By: Tom Foley
Each fall, Halloween presents students with an opportunity to unwind after a stressful week of midterms and have fun, but it also brings a fair share of risks to students as well. “It’s my favorite night of the year to work,” says twenty-year BSUPD veteran Assistant Chief (AC) Matthew Rushton. “We at BSUPD like seeing the students out in their costumes and having fun.” According to AC Rushton, the main student risk police see around Halloween is alcohol, “We see a slight uptick in alcohol related incidents,” but adds that BSU today is a lot more tame compared to the campus of yesteryear, “Generally, students at BSU have gotten better at self-moderating over the years.”
Many students will venture off campus to house parties on streets like Burrill Ave., which presents another set of potential dangers to students; one of which is the unfortunate possibility of vehicle collision with pedestrians. “We see a lot more foot traffic on Burrill Ave. and Plymouth Street and ask that students wear something reflective and refrain from wearing darker clothes” says AC Rushton, who also advises motorists to be aware of both their speed and people who are walking along the side of the road.

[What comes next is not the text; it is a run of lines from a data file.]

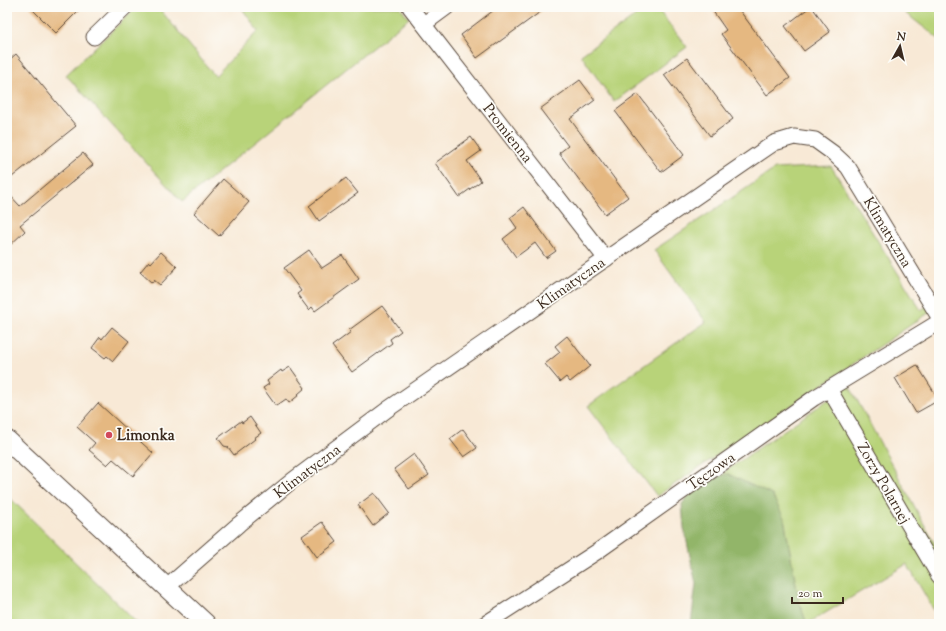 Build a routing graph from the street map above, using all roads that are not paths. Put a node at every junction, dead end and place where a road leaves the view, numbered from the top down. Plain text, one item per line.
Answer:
1 (125, 7) edge
2 (410, 7) edge
3 (447, 7) edge
4 (424, 24) junction
5 (94, 37) dead end
6 (606, 259) junction
7 (939, 318) edge
8 (939, 322) edge
9 (829, 389) junction
10 (7, 440) edge
11 (939, 576) edge
12 (166, 588) junction
13 (206, 624) edge
14 (485, 624) edge

1 - 5 street
2 - 4 street, Promienna
3 - 4 street
4 - 6 street, Promienna
6 - 7 street, Klimatyczna
6 - 12 street, Klimatyczna
8 - 9 street, Tęczowa
9 - 11 street, Zorzy Polarnej
9 - 14 street, Tęczowa
10 - 12 street
12 - 13 street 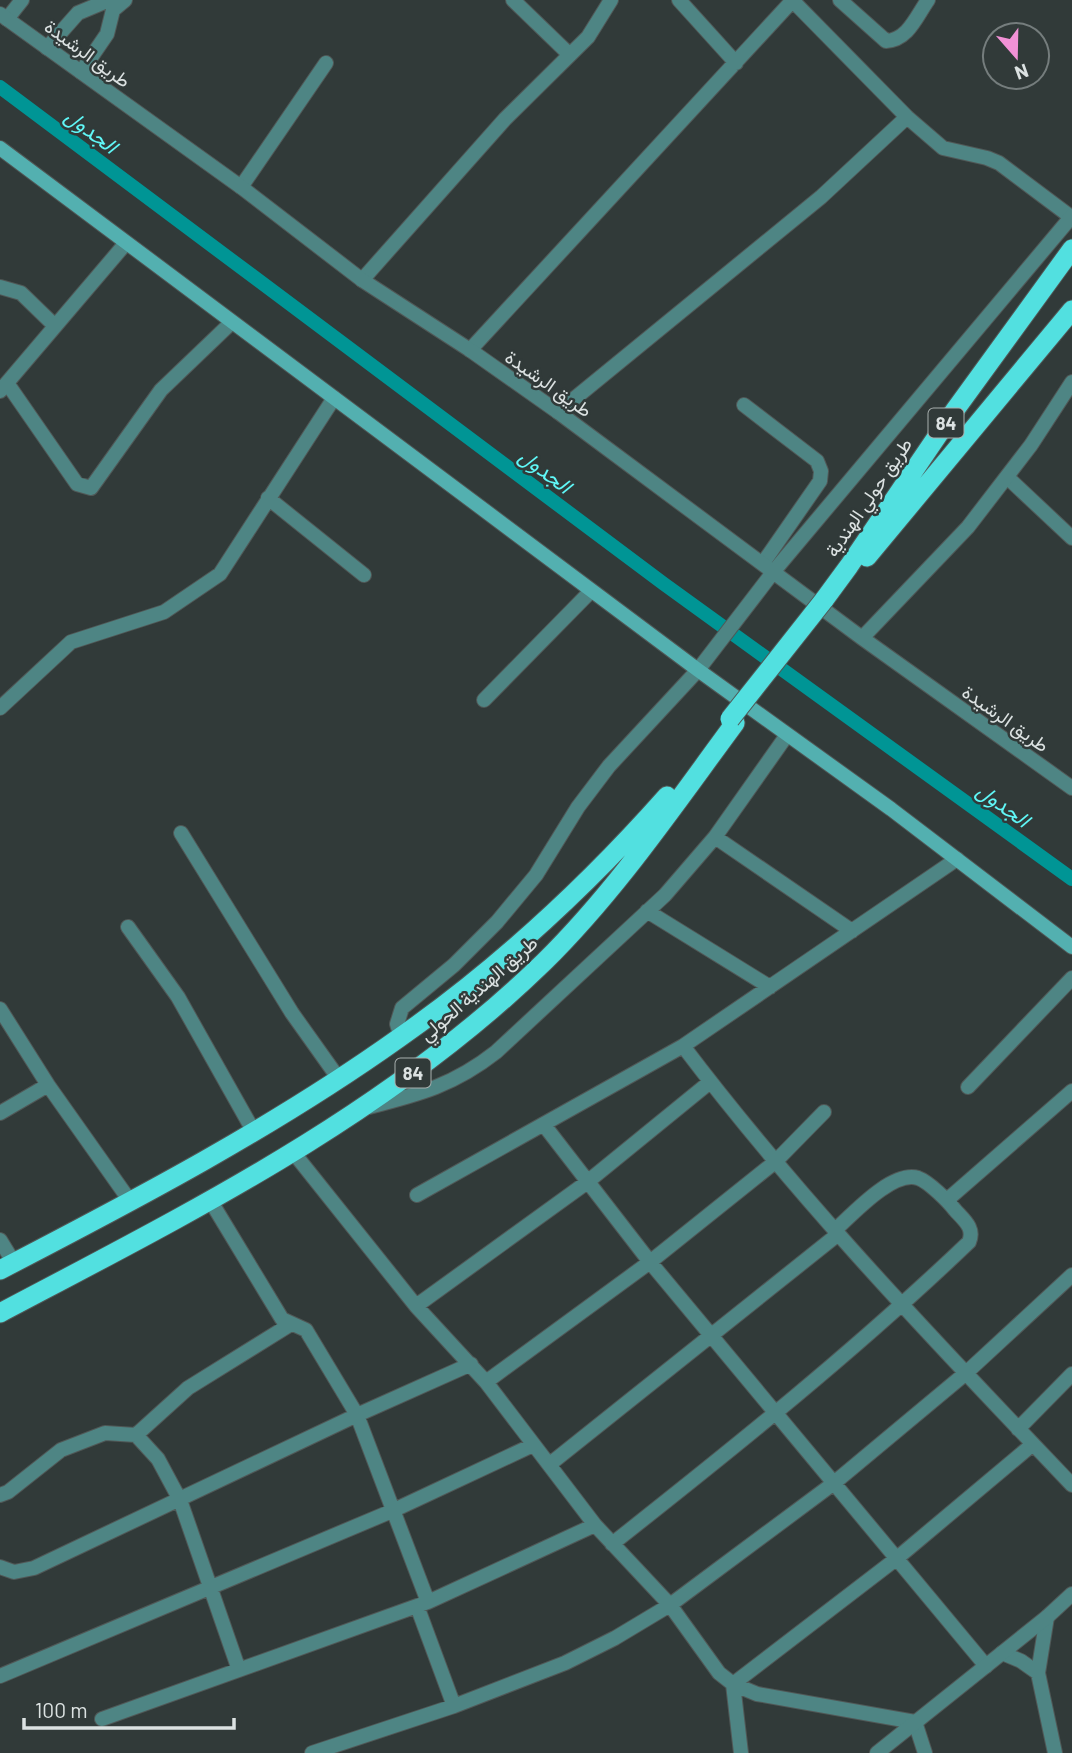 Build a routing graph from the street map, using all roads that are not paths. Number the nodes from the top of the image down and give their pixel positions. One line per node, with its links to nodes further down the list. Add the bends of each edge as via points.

When it comes to the parties themselves, AC Rushton advises groups as being one of the safest ways to go out and have fun responsibly. “I strongly advise that people go out in groups, stay in groups, leave in groups. Avoid wearing masks that cover the face and opt instead for face paint, so you can easily identify all the members of your group.” Planning a schedule before-hand is also a prudent strategy to staying safe, “Make thorough plans with your group, like what time you are leaving and returning home,” says AC Rushton.
Another unfortunate reality of parties is the potential of drink tampering, “Of course you also want to watch your drinks; don’t leave it unattended or uncovered,” advises AC Rushton. Students can expect a strong police presence on the weekend before the holiday and on Halloween itself. “BSUPD will be on highly visible patrol in marked patrol cruisers, don’t hesitate to flag them down if you need help,” encouraged AC Rushton.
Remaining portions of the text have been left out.